View Full Version : QLC part deux
J-girl
04-24-2006, 11:58 AM
Okay so when I thought I was finally getting out of the hole- I fall right back in.
So I applied to Grad Schools, thinking I had my true calling. I have heard from one- a reject but I am going to the interview next week. And the other two havent decided as yet. But knowing my luck I am not getting my hopes that high.
Second, I found out like half an hour ago- that I might be losing my job. So I told myself "calm down you can always find another job". And I do have money saved up and stuff but I have no stability in life. And if I lose my job, I am not sure what the hell am I going to do. Well I know I'll sit at home but getting back into that job market is so damn tough. It seems like the normal applying procedures never work and all one has to do is network and find a job.

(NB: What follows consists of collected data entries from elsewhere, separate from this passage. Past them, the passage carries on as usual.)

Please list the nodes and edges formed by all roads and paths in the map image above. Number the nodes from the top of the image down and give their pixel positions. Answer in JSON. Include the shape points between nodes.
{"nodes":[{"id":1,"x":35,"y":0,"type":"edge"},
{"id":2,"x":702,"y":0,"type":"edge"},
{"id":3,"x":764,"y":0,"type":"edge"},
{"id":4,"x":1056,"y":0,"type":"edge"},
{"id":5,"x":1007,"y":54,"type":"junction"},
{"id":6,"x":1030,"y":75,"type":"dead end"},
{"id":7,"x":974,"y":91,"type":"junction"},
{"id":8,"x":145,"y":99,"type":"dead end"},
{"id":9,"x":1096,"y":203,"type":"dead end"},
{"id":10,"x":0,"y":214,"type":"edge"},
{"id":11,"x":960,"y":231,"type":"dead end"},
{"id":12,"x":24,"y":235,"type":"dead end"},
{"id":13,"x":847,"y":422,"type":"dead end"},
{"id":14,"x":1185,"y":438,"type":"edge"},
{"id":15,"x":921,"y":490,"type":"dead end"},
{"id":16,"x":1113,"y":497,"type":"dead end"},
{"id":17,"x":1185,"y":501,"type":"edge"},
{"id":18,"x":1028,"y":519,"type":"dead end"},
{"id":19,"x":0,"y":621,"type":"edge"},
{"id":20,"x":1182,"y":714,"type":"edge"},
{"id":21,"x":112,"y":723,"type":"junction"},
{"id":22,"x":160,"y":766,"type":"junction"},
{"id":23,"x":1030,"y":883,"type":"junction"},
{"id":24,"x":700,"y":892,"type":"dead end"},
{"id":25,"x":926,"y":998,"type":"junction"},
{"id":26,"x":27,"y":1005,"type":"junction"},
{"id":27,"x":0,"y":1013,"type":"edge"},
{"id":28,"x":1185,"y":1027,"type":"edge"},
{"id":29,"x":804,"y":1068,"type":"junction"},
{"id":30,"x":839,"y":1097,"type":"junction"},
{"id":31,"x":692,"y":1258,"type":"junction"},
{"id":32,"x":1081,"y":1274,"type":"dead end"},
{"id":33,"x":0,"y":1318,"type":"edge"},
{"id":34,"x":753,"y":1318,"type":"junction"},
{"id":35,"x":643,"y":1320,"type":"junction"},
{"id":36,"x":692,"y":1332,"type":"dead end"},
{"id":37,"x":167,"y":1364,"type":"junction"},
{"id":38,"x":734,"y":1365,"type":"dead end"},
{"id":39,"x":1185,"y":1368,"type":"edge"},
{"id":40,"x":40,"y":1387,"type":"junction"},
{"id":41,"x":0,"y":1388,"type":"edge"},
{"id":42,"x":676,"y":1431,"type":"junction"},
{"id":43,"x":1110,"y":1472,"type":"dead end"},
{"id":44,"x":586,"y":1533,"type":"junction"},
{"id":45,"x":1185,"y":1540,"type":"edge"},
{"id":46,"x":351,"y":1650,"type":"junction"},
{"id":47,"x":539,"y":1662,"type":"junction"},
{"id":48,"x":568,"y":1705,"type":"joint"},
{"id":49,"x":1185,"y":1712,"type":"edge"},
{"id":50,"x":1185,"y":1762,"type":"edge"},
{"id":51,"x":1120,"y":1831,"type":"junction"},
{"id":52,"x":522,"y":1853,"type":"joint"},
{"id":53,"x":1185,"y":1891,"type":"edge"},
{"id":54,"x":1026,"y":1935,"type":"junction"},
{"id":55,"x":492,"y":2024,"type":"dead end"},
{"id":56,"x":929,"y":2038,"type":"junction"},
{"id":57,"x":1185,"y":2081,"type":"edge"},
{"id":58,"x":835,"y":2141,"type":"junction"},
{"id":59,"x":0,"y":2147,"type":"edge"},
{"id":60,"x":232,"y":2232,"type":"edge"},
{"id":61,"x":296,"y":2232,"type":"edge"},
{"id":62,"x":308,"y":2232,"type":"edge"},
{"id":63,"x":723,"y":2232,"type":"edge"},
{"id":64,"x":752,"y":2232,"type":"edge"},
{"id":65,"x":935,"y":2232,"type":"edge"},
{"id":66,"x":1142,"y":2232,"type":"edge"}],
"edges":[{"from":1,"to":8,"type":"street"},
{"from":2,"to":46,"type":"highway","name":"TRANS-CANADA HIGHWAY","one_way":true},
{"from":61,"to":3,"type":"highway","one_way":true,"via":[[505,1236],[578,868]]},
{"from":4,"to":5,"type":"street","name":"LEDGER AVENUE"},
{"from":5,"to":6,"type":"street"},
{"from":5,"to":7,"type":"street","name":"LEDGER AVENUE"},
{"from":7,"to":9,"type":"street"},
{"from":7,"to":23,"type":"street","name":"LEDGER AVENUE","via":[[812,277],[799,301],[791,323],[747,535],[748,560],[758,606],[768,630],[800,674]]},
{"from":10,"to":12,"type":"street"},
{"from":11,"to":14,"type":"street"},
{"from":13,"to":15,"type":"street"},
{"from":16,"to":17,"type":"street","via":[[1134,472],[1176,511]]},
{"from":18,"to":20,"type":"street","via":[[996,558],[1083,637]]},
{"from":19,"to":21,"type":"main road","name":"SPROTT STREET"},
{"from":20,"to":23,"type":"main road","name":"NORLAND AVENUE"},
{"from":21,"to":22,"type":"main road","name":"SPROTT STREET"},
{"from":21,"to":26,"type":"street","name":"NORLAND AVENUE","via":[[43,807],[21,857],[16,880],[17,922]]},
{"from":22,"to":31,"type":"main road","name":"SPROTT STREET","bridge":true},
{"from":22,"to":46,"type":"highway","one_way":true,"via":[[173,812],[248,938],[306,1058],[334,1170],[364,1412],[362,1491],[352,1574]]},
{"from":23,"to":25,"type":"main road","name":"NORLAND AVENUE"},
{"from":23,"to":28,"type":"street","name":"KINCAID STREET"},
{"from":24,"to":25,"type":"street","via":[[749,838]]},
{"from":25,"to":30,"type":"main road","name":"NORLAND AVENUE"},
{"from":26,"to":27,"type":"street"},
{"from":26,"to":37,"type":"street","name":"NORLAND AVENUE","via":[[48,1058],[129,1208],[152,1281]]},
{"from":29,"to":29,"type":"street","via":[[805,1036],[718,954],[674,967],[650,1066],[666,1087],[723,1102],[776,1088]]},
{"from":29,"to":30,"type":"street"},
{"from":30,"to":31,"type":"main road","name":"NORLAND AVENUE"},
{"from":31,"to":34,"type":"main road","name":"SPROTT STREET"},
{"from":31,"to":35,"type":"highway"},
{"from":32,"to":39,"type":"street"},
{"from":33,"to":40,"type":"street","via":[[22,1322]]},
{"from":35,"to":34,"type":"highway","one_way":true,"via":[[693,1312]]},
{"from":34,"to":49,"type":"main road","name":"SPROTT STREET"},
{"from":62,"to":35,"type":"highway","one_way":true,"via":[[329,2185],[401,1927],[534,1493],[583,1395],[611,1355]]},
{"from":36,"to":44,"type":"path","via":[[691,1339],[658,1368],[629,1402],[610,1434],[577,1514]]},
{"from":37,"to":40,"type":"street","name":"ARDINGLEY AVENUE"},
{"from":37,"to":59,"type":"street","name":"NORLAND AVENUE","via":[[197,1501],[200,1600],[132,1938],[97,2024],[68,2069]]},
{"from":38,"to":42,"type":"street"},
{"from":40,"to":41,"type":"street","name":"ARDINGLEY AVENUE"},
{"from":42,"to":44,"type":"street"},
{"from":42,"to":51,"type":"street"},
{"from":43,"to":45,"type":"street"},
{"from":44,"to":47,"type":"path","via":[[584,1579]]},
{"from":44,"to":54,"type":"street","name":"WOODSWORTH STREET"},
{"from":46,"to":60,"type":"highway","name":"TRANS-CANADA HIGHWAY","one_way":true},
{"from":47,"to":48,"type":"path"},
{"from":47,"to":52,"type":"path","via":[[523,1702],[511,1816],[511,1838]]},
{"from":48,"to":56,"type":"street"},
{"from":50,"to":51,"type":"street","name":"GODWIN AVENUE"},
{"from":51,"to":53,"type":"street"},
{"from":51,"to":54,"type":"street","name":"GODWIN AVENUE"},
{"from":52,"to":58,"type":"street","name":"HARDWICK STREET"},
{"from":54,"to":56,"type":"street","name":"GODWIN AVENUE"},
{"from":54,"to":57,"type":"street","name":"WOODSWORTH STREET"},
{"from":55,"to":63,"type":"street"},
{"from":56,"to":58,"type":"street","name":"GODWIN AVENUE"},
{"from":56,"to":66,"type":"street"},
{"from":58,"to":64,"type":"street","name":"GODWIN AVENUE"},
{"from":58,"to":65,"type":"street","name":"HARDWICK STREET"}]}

And now I just wake up every damn morning thinking what the hell is the point of all this crap. I am not sure if I am coming or going.
Relationships barely interest me. Its the same old crap. I fI like the guy he doesnt like, if he likes me I dont like him. If we both like each other- he lives 6 hours away or will be moving there next week.
Thats all. Thanks for reading.
dreams82
04-24-2006, 12:08 PM
Hi J-Girl,
I can totally relate to what you're going through. It's like being stuck in a holding pattern. The relationship thing, totally me. It's like I have temporarily given up, I am just not interested in the whole dating process right now. The job thing, ya, I am looking for a new job. I worry all the time that my position will be cut, and temped out. It's just going through the motions from day to day for me. Same shit, different day. I hope things look up for you, I am sure they will.
old_school_soul
04-24-2006, 12:32 PM
<HUGZ> You'll pull through! Don't become too pessimisstic, oppurtunities can come when you least expect them.
embrassezla
04-24-2006, 12:43 PM
((((J-girl))))
Things will turn around for you, you know that. PM me if ya feel like venting, woman.
J-girl
04-24-2006, 01:17 PM
Thanks everyone :)
I try not to be so pessimistic- but its just hard to do so when it feels like you are constantly going against the tide. Where the only constant thing in life is the 7:40 am commute in the morning.
Winter Storm
04-24-2006, 01:20 PM
Aww, I'm sorry things feel so shitty J-Girl. I was trying to come up with more to offer you but I'm hitting a brainfart at the moment. Hopefully, your job wil stay and I'm sure you will get into one of those grad programs. Screw dating right now, that's just a whole other hassle on top of everything else.
(((((hugs anyway))))))))
PVD99
04-24-2006, 01:33 PM
I can totally relate to what you're going through. It's like being stuck in a holding pattern. The relationship thing, totally me. It's like I have temporarily given up, I am just not interested in the whole dating process right now.
Yeah, I know. Totally hopeless! :googly:
dazed
04-24-2006, 01:35 PM
(((J-girl))) I know this is a hard time for you and it's difficult to stay focused when things seem to be going wrong. But try to hone in on really preparing well for that interview you've been given. It's a chance to change things so put your best foot forward.
I can sympathize with things feeling unstable in life. That's how my life has been for a number of years - through college up until last Fall. I had no idea where I was going. I just had to keep working hard and it eventually all fell into place - at least career-wise (social life is another story).
Relationships are very difficult to get started. I have the same problem that you describe. I say just try to concentrate on yourself (your career, your job) first and then other things will work themselves out. Feel free to email.
J-girl
04-24-2006, 01:47 PM
Yeah thats what I am going to do. Really focus on the interview.
My first instinct when I heard about the job situation was - call a head hunter, start applying for jobs blah blah blah. But now I am thinking just to say fuck it- take a vacation in the summer and come back and apply and for the time being focus on the interview. I am just a constant worrier. Luckily I have a low work load this week so I can do that.
All last week- I was actually even telling myself, I have started to not like this workplace. Not because of the people but just its getting a little stagnant.
And for the meantime, I am also going to start networking more agressively which I really really suck at.
I can never be thankful enough of QLC.com, imagine if they had a QLC.ca... j/k :p
yankeeyosh
04-24-2006, 08:00 PM
{{{{j-girl}}}
I've been down this road before...PM me if you want to talk.
ebruening
04-24-2006, 08:04 PM
(((J-girl))) Job and dating situations are both difficult. Best wishes in both, as well as with grad school. I'm waffling between finishing grad school part time, or going full time from 2007 - 2009.